We know that there are waves of scientific and technological innovation. The next waves are not clear. I think it is likely that biotechnology, nanotechnology, individualized biomedical technology based on genomics and related advances, and cognitive and neurological technologies are likely candidates for future technological revolutions. Each of these is likely to have different implications than those of information technology or the technologies of the industrial revolution.
Hill may underestimate the importance of American innovations that were not dependent on the physical sciences and engineering. He uses Walmart as an example, but there were major organizational innovations in the United States in the past. Think of McDonalds, or in earlier times, Sears Roebuck and Montgomery Ward, or the national enterprises created by the Robber Barons at the end of the 19th century. In terms of non-science based technologies consider the assembly line, scientific management, or the American System of Manufacture.
Hill is right in that the United States is likely to see its share of the world's inventions go down in the next half century as compared with the last.
There is a First Adopter advantage to the nations that first adopt a commercially important innovation. However, that is an advantage, not destiny. Other factors are involved in the ability to profit from inventions. The United States has a huge internal market, which is an advantage, and can continue to build its access to global markets. I see little if any advantage for being a late innovator, so American firms should have good surveillance mechanisms and be early adopters of inventions. Importantly, they should build the capacity not only to adopt inventions from wherever they occur rapidly, but to improve them and commercialize them effectively.
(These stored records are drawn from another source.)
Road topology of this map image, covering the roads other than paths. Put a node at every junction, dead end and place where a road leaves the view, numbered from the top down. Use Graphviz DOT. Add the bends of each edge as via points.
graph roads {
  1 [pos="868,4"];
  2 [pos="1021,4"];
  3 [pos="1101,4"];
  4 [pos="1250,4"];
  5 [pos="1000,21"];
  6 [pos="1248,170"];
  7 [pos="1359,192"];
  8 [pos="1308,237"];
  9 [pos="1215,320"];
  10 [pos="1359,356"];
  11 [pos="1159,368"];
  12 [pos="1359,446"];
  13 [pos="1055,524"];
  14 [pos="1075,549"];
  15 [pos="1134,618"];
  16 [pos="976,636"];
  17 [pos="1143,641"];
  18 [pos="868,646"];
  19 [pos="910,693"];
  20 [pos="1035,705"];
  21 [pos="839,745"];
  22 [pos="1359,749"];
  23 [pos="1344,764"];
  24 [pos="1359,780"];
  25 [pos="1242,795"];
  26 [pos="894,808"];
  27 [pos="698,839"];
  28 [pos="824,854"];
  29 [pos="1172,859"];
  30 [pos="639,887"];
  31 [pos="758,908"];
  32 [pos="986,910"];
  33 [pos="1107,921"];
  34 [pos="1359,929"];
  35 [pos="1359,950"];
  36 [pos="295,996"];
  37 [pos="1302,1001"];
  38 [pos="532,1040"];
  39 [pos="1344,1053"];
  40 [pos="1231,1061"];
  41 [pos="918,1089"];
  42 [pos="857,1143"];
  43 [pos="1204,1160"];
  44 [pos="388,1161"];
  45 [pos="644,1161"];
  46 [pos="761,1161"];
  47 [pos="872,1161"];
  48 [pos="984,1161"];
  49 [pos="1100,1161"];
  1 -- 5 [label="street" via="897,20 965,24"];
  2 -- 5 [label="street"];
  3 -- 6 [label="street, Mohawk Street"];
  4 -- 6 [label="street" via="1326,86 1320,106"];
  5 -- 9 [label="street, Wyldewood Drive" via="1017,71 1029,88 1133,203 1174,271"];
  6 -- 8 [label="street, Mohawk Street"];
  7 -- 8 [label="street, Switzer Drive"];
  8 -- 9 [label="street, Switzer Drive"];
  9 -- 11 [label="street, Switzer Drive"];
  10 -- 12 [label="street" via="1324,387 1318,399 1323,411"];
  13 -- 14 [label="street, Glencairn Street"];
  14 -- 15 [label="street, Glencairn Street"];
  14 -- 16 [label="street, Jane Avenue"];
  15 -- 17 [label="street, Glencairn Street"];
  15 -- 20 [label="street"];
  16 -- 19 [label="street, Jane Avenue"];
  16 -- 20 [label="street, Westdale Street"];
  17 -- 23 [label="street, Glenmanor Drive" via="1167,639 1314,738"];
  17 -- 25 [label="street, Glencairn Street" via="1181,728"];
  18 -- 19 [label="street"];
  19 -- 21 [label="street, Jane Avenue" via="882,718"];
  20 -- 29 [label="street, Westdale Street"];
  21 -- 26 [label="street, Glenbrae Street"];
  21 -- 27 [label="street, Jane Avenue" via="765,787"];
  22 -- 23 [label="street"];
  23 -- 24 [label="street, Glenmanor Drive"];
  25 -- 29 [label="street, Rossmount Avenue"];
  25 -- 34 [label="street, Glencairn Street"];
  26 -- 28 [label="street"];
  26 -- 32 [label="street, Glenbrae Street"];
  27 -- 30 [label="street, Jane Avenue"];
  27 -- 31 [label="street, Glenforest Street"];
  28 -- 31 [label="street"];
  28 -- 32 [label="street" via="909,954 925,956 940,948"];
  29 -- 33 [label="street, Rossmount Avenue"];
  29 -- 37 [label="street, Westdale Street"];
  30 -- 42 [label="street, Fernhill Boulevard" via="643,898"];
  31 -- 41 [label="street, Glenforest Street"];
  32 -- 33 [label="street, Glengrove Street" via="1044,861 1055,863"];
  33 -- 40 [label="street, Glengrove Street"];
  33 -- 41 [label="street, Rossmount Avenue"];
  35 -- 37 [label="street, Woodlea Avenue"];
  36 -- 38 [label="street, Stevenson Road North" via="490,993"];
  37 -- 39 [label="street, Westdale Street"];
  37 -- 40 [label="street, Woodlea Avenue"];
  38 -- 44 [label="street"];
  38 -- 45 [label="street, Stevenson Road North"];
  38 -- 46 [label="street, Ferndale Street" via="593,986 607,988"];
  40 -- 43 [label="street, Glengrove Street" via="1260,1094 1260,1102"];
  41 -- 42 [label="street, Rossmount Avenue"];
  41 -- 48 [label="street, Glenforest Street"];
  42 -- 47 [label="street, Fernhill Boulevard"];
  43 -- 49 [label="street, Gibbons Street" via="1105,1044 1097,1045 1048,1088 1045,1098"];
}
It is interesting that the same people who are most worried about the loss of American competitive advantage in many manufacturing industries to other nations, are also convinced that losing the inventors advantage to other nations will prove insuperable. The issue is how much of the benefits from innovations can be appropriated by the industries in a country. U.S. industry should seek to continue to appropriate a large share not only of inventions made here, but also in other countries.
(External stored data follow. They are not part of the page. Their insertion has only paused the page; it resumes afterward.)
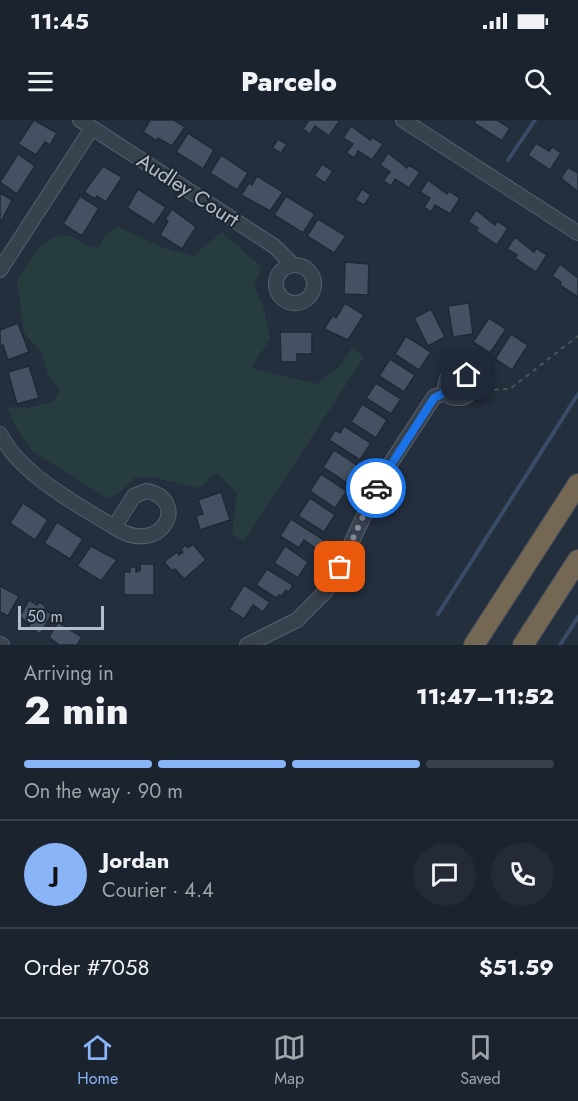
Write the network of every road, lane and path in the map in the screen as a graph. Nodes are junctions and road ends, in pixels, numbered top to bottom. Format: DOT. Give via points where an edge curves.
graph roads {
  1 [pos="404,120"];
  2 [pos="86,124"];
  3 [pos="578,233"];
  4 [pos="292,264"];
  5 [pos="0,270"];
  6 [pos="578,336"];
  7 [pos="472,388"];
  8 [pos="444,393"];
  9 [pos="0,434"];
  10 [pos="578,484"];
  11 [pos="114,526"];
  12 [pos="578,560"];
  13 [pos="247,645"];
  14 [pos="474,645"];
  15 [pos="523,645"];
  1 -- 3 [label="street"];
  2 -- 4 [label="street, Audley Court" via="274,246"];
  2 -- 5 [label="street"];
  6 -- 7 [label="path" via="510,389"];
  7 -- 8 [label="street" via="463,399"];
  7 -- 8 [label="street" via="467,375 458,372 447,378"];
  8 -- 13 [label="street" via="434,398 383,475 326,591 297,620"];
  9 -- 11 [label="street" via="32,473"];
  10 -- 14 [label="highway"];
  12 -- 15 [label="highway"];
}
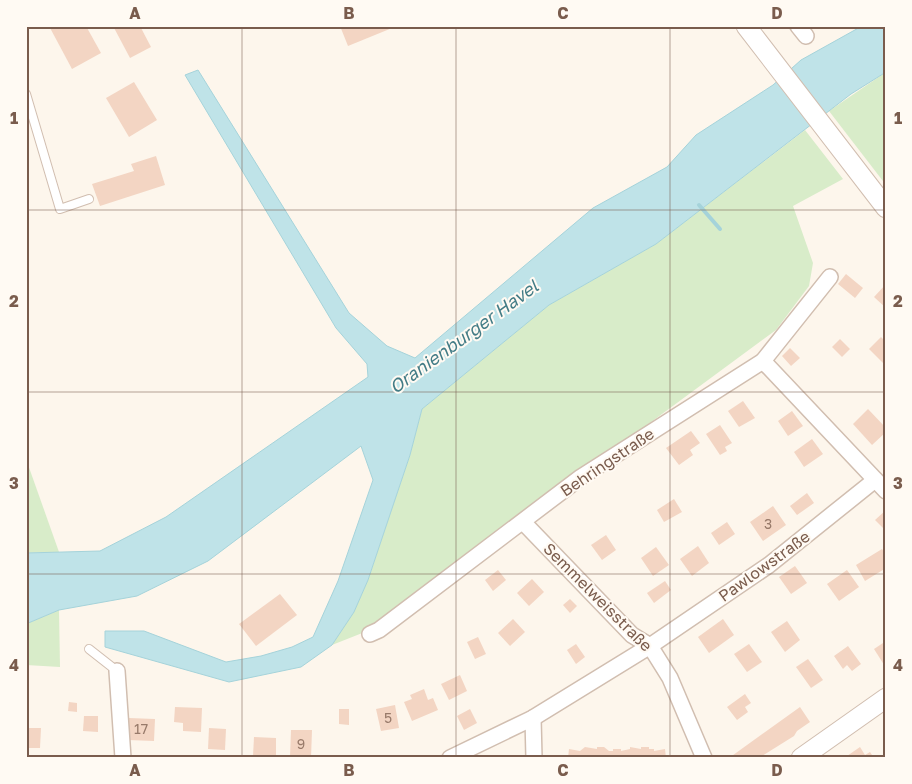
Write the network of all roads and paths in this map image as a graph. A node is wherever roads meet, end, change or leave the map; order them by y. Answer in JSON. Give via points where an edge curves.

Social sciences are also sources of important innovations, and one hopes that we will continue to benefit from the social sciences and thus to innovate socially. Hill recognizes innovations such as Head Start and aspects of the War on Poverty came from social science research. Others, such as women sufferage and the abolition of slavery came from a sense of justice rather than science. Both should continue to be important.
I hope that the next 50 years will be a time of invention fueled innovation that will benefit the United States and the rest of the world. I would expect the technological innovations to be different in nature from those of the past, and I would expect social and cultural innovations to continue.
Bob Textor pointed out years ago that we are tempo-centric as well as ethno-centric. Not all of the changes will be pleasing to those around today. On the other hand, I imagine that people at the end of the 21st century will look back on us today with some pity for our primitive ways. At least that will be true if mankind overcomes its propensity to pollute its own environment.